Strengths and limitations
One of the main strengths of our study is that it is based on a largescale nationwide population-based dataset. The robustness of our results was confirmed in several sensitivity analyses, supporting our unexpected finding of age-dependent seasonality in the incidence of stroke. Nonetheless, our study has several limitations. First, as we lacked information regarding IS subtypes, we were unable to examine whether different IS etiologies lead to differences in seasonal patterns. Second, our data lacks information regarding environmental factors such as temperature or air-pollution. To account for climate differences, we compared the seasonal effects obtained by fitting each district of Israel separately, and found no major spatial differences. Third, as our study included only hospitalized patients, we missed cases of fatal strokes that did not reach hospital and minor strokes/TIAs that were not diagnosed or admitted. However, those are the minority of cases. Finally, Israel has three distinct climate regions: a Mediterranean climate, a hot desert climate, and a narrow transitional strip characterized by semi-arid climate. 46 Our findings might not be generalized to other regions with different climates. As indicated in the Eurowinter Study, the increase in winter mortality with fall in temperature was higher in regions characterized by milder winter climates. 47
Conclusions
Our study suggests closer monitoring and tighter control of cardiovascular risk factors during the winter months, specifically in elderly individuals, to decrease the incidence of stroke. Further studies are needed to explore seasonality of IS/TIA events among young adults, in order to confirm our novel finding of a phase shift with age in the seasonal pattern of IS/TIA events.
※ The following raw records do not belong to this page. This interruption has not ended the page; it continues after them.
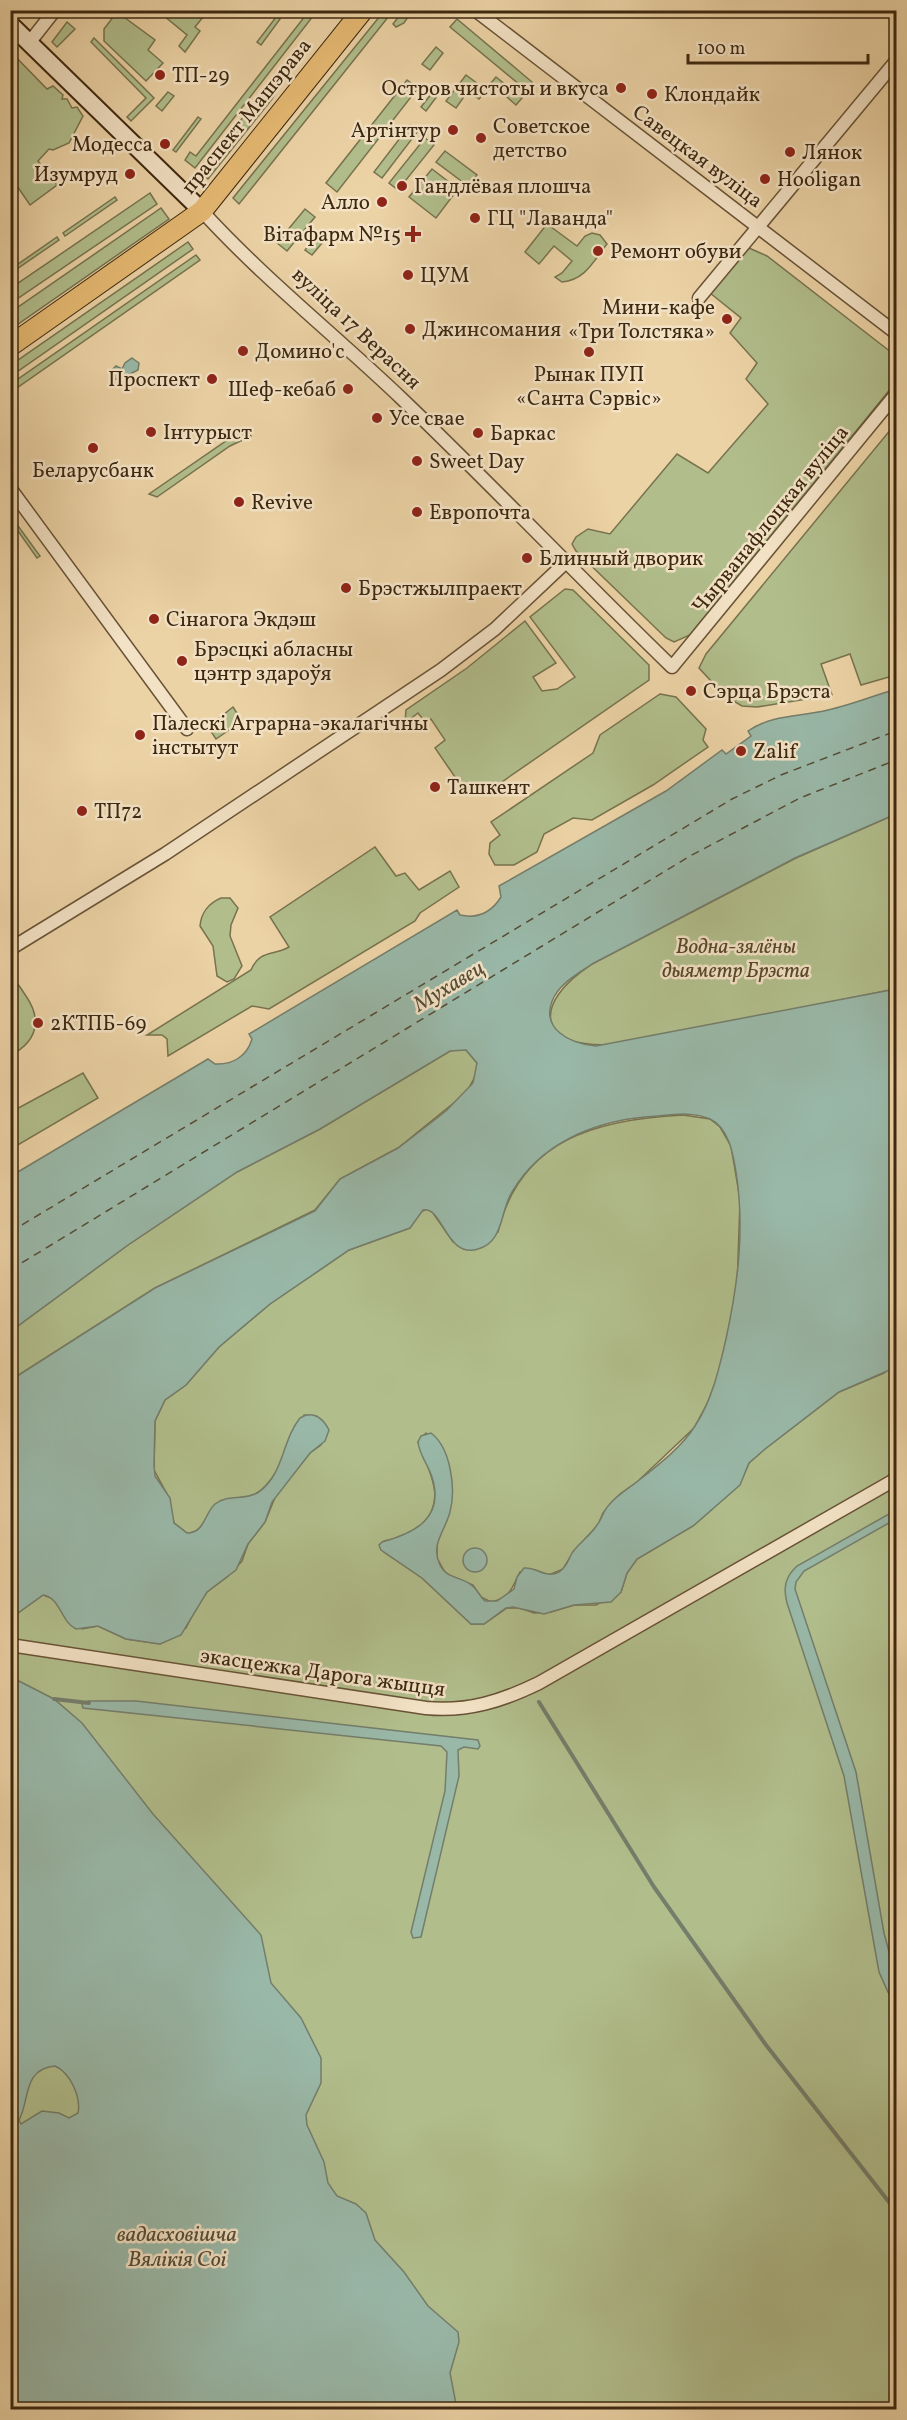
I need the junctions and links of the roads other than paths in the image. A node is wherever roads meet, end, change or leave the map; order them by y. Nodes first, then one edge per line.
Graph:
1 (55, 10) edge
2 (363, 10) edge
3 (475, 10) edge
4 (10, 24) edge
5 (29, 43) junction
6 (897, 61) edge
7 (202, 211) junction
8 (758, 226) junction
9 (699, 298) dead end
10 (897, 333) edge
11 (10, 346) edge
12 (897, 394) edge
13 (10, 488) edge
14 (565, 563) junction
15 (672, 667) joint
16 (187, 729) dead end
17 (10, 949) edge
18 (897, 1479) edge
19 (10, 1645) edge

1 - 5 street
2 - 7 main road, праспект Машэрава
3 - 8 street, Савецкая вуліца
4 - 5 main road, вуліца 17 Верасня
5 - 7 main road, вуліца 17 Верасня
6 - 8 street
7 - 11 main road, праспект Машэрава
7 - 14 street, вуліца 17 Верасня
8 - 9 street
8 - 10 street, Савецкая вуліца
12 - 15 street, Чырванафлоцкая вуліца
13 - 16 street
14 - 15 street, вуліца 17 Верасня
14 - 17 street
18 - 19 street, экасцежка Дарога жыцця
Further establishing this finding, and in particular its mechanism, is of utmost importance, especially in view of the growing incidence of IS events among the young and the socioeconomic implications of long-term disability in young individuals.
Supplemental Material
sj-docx-1-eso-10.1177_23969873231223031 – Supplemental material for Age-dependent seasonality in the incidence of stroke: A 21-year population-based study
Supplemental material, sj-docx-1-eso-10.1177_23969873231223031 for Age-dependent seasonality in the incidence of stroke: A 21-year population-based study by Carmit Libruder, Rami Yaari, Ronen Fluss, Yael Hershkovitz, Amit Ram, David Tanne, Amit Huppert and Inbar Zucker in European Stroke Journal
Footnotes
Acknowledgements
None.
Declaration of conflicting interests
The author(s) declared no potential conflicts of interest with respect to the research, authorship, and/or publication of this article.
Funding
The author(s) received no financial support for the research, authorship, and/or publication of this article.
Ethical approval
Approval of an ethics committee was not required for the current analyses, which were conducted on fully anonymized datasets.
Informed consent
The Israeli Ministry of Health collects hospitalization data (individual-based but anonymized) for regulatory purposes, in accordance with Israeli regulations; the requirement for written informed consent is thus waived.
Guarantor
CL.
Contributorship
All authors contributed to the study conception and design. Material preparation was performed by YH, AR and IZ. Data analysis was performed by RY, RF and AH. The first draft of the manuscript was written by CL and RY, and all authors commented on previous versions of the manuscript. All authors read and approved the final manuscript.
Supplemental material
Supplemental material for this article is available online.